Antes de qualquer pincelada ou recorte, era preciso romper o gelo. A primeira sessão começou com uma atividade simples e poderosa: um novelo de lã foi lançado ao acaso de mão em mão, e cada criança que o recebia apresentava-se: nome, arte favorita, cor preferida. No final, o novelo percorreu o caminho inverso, e cada participante tinha de recordar o que a pessoa que lhe tinha passado o fio havia dito. Uma teia de histórias e identidades foi-se formando literalmente à vista de todos.
Com o espaço aquecido e as inibições desarmadas, chegou o momento de criar. Sob a orientação da artista ana verónica, as crianças foram convidadas a construir as suas próprias máscaras, utilizando cartolinas e uma variedade de materiais disponíveis no ateliê. Não havia regras nem modelos a seguir, apenas liberdade de expressão e a riqueza das diferenças individuais espalhadas por cima das mesas. Cada máscara tornou-se um retrato único de quem a fez: cores, formas e texturas que contavam, sem palavras, de onde cada um vinha e quem era.

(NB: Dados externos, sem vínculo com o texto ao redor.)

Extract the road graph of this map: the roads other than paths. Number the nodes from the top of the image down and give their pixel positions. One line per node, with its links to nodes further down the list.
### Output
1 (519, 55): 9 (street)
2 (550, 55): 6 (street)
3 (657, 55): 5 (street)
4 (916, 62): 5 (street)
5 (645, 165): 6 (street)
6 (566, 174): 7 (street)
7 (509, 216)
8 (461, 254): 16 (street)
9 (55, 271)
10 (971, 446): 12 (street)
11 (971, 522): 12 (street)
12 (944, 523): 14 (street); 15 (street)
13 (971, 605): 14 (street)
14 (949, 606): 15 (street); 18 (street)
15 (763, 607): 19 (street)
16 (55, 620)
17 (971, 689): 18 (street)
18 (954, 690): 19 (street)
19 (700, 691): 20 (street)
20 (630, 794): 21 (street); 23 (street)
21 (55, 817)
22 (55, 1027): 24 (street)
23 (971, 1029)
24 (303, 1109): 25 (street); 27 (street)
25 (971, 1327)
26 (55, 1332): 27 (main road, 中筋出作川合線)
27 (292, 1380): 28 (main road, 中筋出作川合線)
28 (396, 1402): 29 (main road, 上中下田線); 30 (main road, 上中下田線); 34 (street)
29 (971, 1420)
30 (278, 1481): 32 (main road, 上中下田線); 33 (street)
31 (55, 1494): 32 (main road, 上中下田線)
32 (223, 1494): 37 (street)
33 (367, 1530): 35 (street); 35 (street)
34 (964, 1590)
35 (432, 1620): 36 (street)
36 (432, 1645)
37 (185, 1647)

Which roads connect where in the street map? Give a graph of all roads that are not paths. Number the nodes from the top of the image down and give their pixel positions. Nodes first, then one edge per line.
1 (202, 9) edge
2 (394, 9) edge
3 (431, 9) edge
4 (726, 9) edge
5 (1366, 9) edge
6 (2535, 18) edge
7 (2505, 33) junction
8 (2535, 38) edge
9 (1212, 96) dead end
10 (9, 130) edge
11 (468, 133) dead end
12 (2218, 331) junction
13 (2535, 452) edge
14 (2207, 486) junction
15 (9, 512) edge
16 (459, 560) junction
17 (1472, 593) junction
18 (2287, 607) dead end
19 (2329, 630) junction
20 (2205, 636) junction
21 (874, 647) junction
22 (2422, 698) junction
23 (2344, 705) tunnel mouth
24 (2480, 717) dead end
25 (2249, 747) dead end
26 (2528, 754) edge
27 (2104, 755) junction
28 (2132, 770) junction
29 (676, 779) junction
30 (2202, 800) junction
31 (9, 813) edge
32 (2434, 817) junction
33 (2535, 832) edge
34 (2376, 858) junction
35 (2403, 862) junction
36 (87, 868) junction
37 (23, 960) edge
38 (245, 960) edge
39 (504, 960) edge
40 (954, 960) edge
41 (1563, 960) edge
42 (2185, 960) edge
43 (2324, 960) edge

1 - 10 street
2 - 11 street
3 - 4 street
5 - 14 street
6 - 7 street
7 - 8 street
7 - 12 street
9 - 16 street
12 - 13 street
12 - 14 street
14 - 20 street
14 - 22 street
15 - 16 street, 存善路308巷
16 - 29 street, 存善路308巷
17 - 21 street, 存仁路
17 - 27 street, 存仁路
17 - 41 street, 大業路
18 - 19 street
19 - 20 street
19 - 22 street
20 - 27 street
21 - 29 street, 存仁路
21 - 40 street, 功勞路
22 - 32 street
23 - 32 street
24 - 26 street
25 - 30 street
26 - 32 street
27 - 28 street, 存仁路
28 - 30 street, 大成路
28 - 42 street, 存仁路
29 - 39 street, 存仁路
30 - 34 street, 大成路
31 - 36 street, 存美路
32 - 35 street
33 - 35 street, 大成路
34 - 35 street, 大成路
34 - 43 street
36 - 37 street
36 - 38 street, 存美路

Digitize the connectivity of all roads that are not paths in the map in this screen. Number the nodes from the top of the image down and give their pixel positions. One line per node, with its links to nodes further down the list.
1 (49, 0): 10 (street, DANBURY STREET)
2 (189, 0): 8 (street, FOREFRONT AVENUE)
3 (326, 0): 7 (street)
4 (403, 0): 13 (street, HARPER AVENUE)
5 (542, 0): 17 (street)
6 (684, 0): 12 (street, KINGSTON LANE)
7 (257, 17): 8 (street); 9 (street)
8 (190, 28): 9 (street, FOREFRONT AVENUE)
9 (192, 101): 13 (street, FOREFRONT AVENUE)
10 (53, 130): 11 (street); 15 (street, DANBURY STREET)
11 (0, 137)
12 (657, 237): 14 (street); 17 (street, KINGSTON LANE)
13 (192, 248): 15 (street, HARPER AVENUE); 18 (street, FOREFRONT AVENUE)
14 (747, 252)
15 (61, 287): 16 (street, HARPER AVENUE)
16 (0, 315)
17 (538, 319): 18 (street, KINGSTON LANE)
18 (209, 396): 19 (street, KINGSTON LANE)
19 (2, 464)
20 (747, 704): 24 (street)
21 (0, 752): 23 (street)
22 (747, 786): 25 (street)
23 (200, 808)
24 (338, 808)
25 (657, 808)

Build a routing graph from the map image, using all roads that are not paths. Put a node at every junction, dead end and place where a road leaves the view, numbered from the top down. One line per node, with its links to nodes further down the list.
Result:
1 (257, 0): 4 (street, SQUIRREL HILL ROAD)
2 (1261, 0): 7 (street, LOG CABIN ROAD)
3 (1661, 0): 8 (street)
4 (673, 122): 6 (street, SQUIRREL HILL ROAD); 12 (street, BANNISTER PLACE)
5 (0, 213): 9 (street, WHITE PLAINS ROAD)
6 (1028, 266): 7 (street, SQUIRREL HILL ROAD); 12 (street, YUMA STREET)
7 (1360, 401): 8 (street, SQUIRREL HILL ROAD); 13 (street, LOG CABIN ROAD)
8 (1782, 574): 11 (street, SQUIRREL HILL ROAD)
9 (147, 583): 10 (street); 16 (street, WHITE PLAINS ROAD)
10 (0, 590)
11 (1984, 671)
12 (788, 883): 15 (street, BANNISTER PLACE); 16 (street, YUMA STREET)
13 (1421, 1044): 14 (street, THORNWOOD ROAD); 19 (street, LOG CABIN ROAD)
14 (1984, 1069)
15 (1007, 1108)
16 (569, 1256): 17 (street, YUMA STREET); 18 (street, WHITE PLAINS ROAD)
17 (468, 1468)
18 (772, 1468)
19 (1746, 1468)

No final da tarde, as crianças tiveram um merecido coffee break enquanto, às 17h30, a escola abria as portas a pais e docentes para uma sessão de apresentação do projeto. Foi o primeiro momento de diálogo com as famílias e com a comunidade educativa, lançando as bases de uma parceria que se quer próxima e participativa ao longo de todo o ano.